第5話 ブレアがいなくても楽々クリア
「よし。今回の依頼は、これでクリアだな」
「皆さん、ケガがなくてなによりです」
「当たり前でしょ。私たちがこの程度の相手に苦戦するわけないじゃない」
ブレアがいなくても、パーティーの仕事はとっても順調だった。
おかしいな。
大抵こういう時は、今まで楽勝だった相手にも大苦戦って展開になるはずなんだが。
「って言うか、足引っ張ってるブレアがいない分、いつもより楽だったんじゃないの?」
マリアーノはそう言うと、どうだと言わんばかりに俺を見る。
こいつ、俺の次くらいにブレアを追放するのに賛成してたからな。
パーティーに残留させたこと、特に納得いってないみたいなんだよな。
「ま、まあ待て。前にも言った通り、あいつは今疲れていて本調子じゃないんだ。ゆっくり休めば、きっと役立つようになるから」
「前からずっとああだったでしょ」
「うっ……」
そうなんだよな。
正直俺自身、ブレアがいなくなって困ったことがあるとは微塵も思えない。
このままでは、いずれブレアを本当に追放する日も近いかもしれない。
だが、それはまずい。前世で読んだあのマンガのタイトルからして、後にブレアが無双すること。そして、俺がざまぁされることは間違いないんだ。
なんとしても回避しなければ。
「くそっ、どうすればいいんだよ」
パーティーメンバーと別れた後も、俺は一人悩んでた。
せめて話の続きがわかればいいんだが、それを読む前にこっちの世界に転生したらしいからな。

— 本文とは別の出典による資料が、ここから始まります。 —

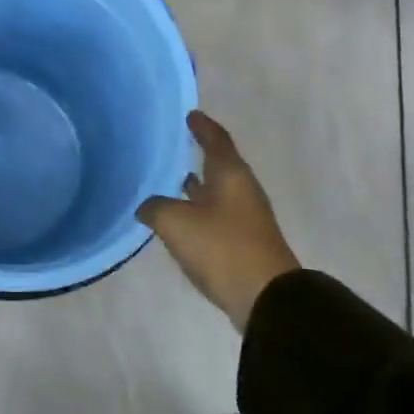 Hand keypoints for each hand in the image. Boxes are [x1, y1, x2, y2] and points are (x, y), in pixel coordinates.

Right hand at [139, 111, 299, 329]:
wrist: (267, 299)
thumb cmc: (222, 248)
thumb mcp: (176, 222)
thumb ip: (155, 207)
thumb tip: (147, 205)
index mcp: (230, 174)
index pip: (216, 139)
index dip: (202, 126)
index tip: (190, 114)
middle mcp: (241, 190)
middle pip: (220, 164)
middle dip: (199, 153)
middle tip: (174, 144)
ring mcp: (245, 217)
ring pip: (218, 191)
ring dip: (198, 184)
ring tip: (172, 178)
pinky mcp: (243, 241)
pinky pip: (217, 214)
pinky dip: (199, 208)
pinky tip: (181, 216) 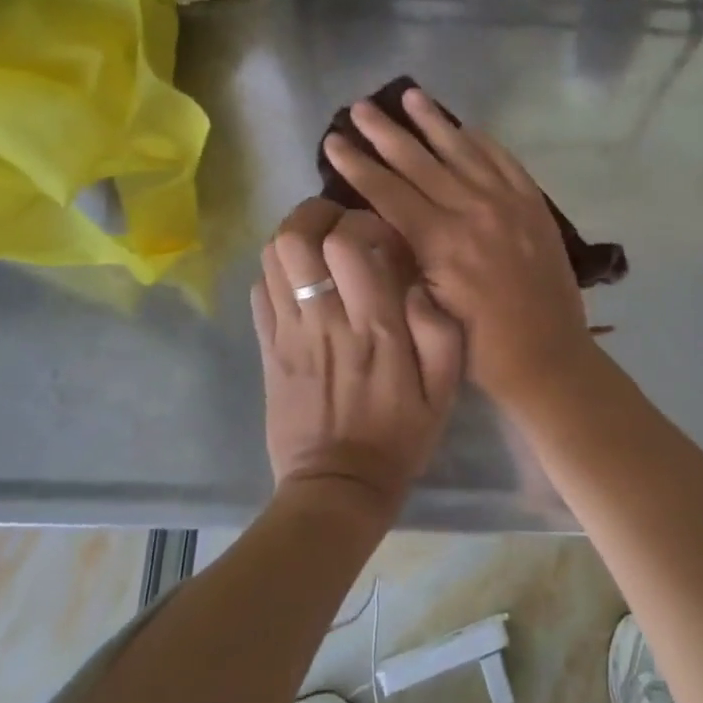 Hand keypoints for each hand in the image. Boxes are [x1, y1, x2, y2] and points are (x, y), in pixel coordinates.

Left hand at [251, 198, 464, 515]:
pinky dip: (277, 272)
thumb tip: (415, 283)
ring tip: (321, 247)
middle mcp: (324, 319)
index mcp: (373, 325)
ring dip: (295, 238)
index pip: (349, 242)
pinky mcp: (268, 349)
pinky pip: (258, 291)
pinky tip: (301, 283)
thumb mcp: (444, 388)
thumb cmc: (399, 435)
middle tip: (341, 224)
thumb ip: (439, 328)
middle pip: (295, 237)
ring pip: (271, 258)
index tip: (384, 239)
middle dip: (317, 214)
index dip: (365, 223)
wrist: (339, 488)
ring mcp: (288, 333)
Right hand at [322, 88, 591, 403]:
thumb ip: (404, 258)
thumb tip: (380, 220)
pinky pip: (504, 161)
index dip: (356, 164)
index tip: (333, 140)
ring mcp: (508, 203)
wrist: (548, 355)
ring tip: (410, 95)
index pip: (387, 190)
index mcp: (441, 241)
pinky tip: (466, 127)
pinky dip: (483, 142)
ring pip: (463, 150)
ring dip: (433, 122)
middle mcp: (472, 210)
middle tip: (360, 107)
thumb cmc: (479, 346)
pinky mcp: (534, 205)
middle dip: (385, 132)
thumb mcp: (427, 308)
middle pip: (419, 161) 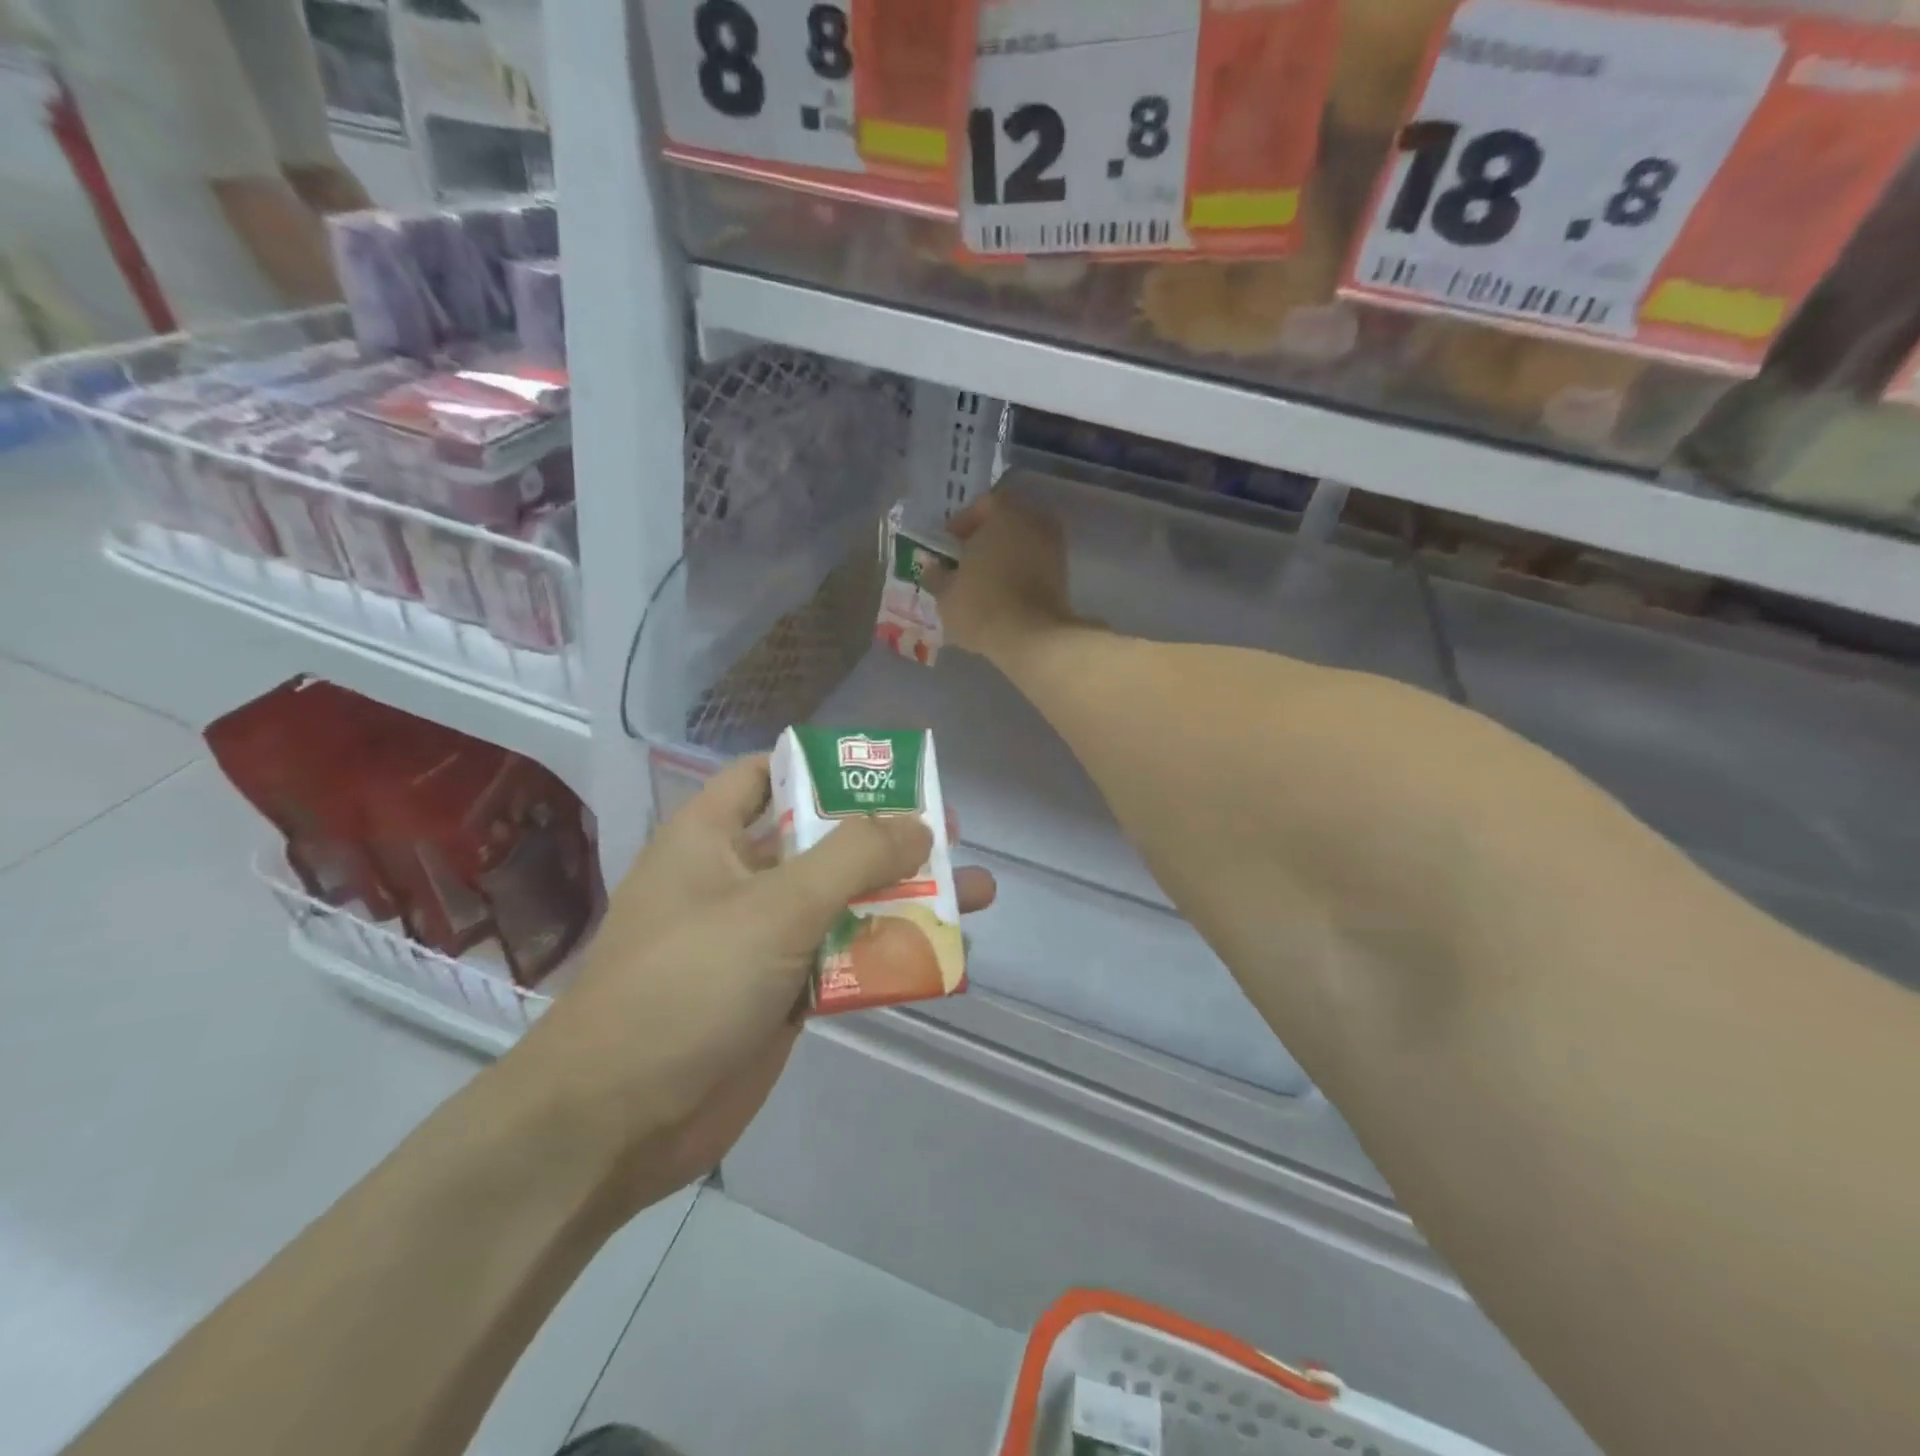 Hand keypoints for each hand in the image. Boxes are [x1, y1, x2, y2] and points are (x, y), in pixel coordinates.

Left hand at [515, 756, 995, 1214]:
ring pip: (841, 902)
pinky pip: (842, 958)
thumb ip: (852, 858)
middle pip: (821, 839)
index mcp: (712, 837)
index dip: (823, 766)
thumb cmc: (687, 984)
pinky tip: (941, 954)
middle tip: (951, 832)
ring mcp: (760, 939)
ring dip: (901, 896)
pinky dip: (886, 952)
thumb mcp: (775, 908)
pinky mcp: (780, 992)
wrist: (617, 1122)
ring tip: (972, 891)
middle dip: (886, 836)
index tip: (887, 773)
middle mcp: (736, 878)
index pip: (767, 774)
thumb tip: (918, 824)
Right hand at [923, 493, 1071, 663]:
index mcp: (1004, 514)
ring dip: (1003, 558)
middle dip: (984, 540)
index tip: (947, 547)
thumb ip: (936, 574)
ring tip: (982, 583)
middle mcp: (1035, 522)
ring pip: (1022, 545)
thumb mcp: (946, 593)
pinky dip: (1019, 574)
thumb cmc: (982, 606)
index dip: (961, 525)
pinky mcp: (1064, 576)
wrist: (1033, 639)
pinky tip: (1002, 596)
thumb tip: (930, 565)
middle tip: (964, 563)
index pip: (981, 506)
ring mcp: (1054, 549)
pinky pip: (1034, 566)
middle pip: (1005, 523) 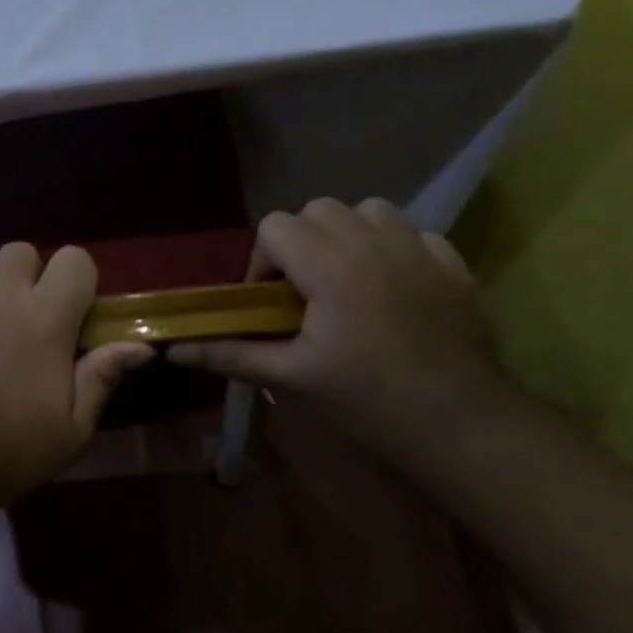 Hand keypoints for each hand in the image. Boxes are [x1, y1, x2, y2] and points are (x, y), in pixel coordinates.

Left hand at [0, 243, 152, 512]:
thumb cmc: (13, 449)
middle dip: (30, 274)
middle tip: (30, 316)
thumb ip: (102, 377)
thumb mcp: (73, 428)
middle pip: (20, 251)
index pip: (74, 260)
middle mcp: (1, 300)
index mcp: (46, 319)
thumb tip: (141, 346)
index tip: (76, 313)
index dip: (80, 280)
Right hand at [166, 198, 512, 464]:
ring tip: (345, 279)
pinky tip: (391, 286)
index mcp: (329, 266)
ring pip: (367, 210)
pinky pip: (411, 231)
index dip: (263, 259)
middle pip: (317, 210)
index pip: (277, 226)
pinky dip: (391, 246)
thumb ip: (229, 354)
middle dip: (300, 242)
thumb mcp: (290, 378)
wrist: (460, 422)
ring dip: (345, 234)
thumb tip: (172, 351)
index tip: (270, 301)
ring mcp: (418, 249)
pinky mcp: (452, 265)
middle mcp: (372, 243)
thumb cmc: (366, 400)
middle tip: (302, 291)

「せめて、何かヒントになるようなものはないか? 第1話では、ブレアが追放されて終わり。あとわかってるのといえば、『勇者パーティーを追放されたけどジョブチェンジしたら無双できてザマァした件』ってタイトルだけ。どうすりゃいいんだよ。いや、待てよ……」
頭を抱えたところで、ふと気になることがあった。
タイトルにある、【ジョブチェンジしたら無双できて】という一文だ。
俺は勇者。他のパーティーメンバーは、それぞれ魔術師、タンク、僧侶。
このように、この世界の冒険者たちは、みんな何かしらのジョブを持っている。
ちなみにどんな職業になっているかは、念じれば出てくるステータス画面で確認できるぞ。
そして、ここからが本題だ。
ブレアの職業は戦士なのだが、ジョブチェンジしたら無双できてってことは、もしかするとブレアのやつ、これから戦士以外のジョブになるってことか?
それなら、今は役立たずなのも納得できる。
あいつが無双するのは、ジョブチェンジした後。その前の段階なら、無双できないのは当然だ。
そうか、そういうことだったのか。
「ってことは、戦士のあいつを役立たずとして追放するのは、あながち間違ってはいなかったんだな」
なのに、俺はまんまとざまぁされてしまうわけか。
まあ、前世の記憶が戻る前の俺は、かなり横柄な態度をとっていたからな。きっとジョブチェンジしたブレアと再会しても、見下してムカつく言動をとり続けていたんだろう。あの手の話の定番だ。
だが、そうとわかれば話は早い。
ジョブチェンジして無双できるようになったのなら、パーティーにいるうちにジョブチェンジすればいいんだ。
よし。早速、ブレアのやつに勧めてみるか。